À primeira vista — e à segunda também — Trump foi e voltou da China de mãos a abanar. Só pode. Se assim não fosse, já teria inundado as redes sociais com feitos fabulosos lá alcançados e tecido industriosos comentários sobre o seu novo padrinho de aventuras. Pouco disse.
Nada de grandes declarações conjuntas, muito menos de contratos superlativos com empresas americanas — vamos ver se o da Boeing fica pelos 200 ou apenas pelos 20 — e apenas tímidos acenos de cabeça quanto à ajuda em relação ao Irão. Trump foi lá passear, descansar e tirar da cabeça a guerra em que está embrulhado. De uma coisa se suspeita: para disfarçar, mais depressa os EUA “raptam” o velhíssimo Raul Castro do que alcançam alguma glória em Ormuz.
Xi, pelo contrário, foi direto e público na sua posição quanto a Taiwan: “Se houver sarilho, não se metam connosco!” Melhor não poderia ter dito. E, em privado, a conversa terá sido ainda mais dura, ao ponto de o presidente americano afirmar que vai ponderar a venda de armas. Esclarecedor?

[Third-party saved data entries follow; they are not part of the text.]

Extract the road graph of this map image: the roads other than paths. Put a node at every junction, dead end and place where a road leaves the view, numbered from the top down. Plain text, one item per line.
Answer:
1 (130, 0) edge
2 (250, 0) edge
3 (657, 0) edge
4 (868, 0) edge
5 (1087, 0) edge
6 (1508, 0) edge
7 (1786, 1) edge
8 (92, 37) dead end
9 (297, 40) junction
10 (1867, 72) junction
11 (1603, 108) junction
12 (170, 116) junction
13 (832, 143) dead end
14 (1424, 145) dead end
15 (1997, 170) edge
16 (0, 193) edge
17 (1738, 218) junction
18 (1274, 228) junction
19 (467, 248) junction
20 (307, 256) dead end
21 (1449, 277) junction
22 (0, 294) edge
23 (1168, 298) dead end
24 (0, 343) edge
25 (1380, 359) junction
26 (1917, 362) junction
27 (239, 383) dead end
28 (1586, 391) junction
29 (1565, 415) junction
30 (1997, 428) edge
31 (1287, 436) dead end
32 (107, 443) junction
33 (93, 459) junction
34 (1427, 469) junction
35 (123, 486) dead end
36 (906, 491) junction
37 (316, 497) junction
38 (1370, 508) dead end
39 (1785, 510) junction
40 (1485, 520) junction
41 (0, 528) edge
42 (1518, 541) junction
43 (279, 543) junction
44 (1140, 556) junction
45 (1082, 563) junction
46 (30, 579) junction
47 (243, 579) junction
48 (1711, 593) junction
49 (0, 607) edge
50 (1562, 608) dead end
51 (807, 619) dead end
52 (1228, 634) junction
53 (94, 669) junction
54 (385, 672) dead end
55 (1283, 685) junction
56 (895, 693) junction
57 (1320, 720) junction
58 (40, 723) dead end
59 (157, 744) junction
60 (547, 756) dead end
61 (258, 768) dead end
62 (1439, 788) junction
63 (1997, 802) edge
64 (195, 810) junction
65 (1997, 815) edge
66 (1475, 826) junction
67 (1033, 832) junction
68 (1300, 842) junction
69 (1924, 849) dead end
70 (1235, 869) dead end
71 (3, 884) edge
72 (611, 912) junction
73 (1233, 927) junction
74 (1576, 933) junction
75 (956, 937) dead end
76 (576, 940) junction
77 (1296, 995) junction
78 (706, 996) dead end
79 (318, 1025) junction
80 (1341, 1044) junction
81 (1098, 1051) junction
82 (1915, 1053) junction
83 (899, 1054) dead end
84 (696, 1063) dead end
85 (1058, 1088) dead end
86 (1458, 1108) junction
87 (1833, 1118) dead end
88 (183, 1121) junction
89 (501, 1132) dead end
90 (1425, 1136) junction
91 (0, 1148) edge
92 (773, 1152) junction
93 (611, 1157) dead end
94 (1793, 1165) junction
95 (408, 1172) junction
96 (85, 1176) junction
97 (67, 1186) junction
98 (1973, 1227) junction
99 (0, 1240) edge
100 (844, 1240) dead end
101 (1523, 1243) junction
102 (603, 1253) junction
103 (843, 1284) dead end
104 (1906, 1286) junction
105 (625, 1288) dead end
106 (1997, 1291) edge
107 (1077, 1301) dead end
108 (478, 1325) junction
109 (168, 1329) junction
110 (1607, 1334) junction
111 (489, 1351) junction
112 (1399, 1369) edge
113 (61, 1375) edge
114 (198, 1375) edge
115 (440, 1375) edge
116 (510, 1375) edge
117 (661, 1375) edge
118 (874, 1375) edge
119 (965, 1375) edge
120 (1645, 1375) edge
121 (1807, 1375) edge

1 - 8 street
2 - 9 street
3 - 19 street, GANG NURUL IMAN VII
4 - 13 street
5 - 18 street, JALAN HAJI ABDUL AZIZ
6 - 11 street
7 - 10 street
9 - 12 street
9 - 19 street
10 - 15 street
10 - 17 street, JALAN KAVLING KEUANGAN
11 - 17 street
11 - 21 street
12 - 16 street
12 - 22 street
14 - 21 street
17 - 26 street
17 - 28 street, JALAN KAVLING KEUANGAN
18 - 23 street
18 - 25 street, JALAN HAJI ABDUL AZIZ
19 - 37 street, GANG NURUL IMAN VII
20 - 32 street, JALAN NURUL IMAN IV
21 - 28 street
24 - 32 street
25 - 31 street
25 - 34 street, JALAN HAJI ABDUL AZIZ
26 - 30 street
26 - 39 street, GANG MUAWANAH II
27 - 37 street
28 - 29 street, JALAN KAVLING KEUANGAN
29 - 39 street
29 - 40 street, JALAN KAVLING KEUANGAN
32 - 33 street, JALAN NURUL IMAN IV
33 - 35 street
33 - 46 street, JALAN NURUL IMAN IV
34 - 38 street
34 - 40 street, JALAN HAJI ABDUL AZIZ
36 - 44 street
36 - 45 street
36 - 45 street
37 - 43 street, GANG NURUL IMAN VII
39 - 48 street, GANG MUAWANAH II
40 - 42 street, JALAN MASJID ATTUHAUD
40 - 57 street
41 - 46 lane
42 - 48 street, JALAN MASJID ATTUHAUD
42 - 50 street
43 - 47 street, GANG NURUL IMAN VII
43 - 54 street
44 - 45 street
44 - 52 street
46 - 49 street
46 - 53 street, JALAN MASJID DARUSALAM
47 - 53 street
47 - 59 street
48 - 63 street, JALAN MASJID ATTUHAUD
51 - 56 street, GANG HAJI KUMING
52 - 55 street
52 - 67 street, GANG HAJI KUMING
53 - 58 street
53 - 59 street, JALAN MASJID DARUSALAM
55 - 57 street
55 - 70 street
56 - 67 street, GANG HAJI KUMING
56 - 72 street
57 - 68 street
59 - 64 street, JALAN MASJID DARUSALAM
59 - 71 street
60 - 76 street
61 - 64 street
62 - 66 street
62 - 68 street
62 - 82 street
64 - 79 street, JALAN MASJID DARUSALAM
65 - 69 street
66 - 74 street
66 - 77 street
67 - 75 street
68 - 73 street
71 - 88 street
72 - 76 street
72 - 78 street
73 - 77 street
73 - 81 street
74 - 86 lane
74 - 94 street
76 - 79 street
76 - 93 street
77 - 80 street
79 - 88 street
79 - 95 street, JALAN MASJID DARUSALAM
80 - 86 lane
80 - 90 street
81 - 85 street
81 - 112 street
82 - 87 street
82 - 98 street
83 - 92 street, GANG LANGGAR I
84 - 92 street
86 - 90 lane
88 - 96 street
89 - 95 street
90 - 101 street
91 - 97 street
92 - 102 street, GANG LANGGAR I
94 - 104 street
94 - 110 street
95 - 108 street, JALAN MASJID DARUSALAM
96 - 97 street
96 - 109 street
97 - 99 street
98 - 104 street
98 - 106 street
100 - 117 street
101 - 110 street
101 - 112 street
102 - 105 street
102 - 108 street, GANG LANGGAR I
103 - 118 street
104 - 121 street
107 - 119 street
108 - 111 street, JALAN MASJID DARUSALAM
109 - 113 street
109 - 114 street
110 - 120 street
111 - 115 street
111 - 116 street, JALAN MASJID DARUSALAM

Xi tem duas faces: a que mostra em público, sempre bonacheirão e sorridente, e o reverso, implacável, duro e disciplinador. Mais: o tempo joga sempre a seu favor. Pode esperar, pode provocar, pode ameaçar. Não é o caso do presidente americano, que dentro de pouco tempo entrará nos últimos dois anos do seu histérico mandato. Com Xi não se brinca.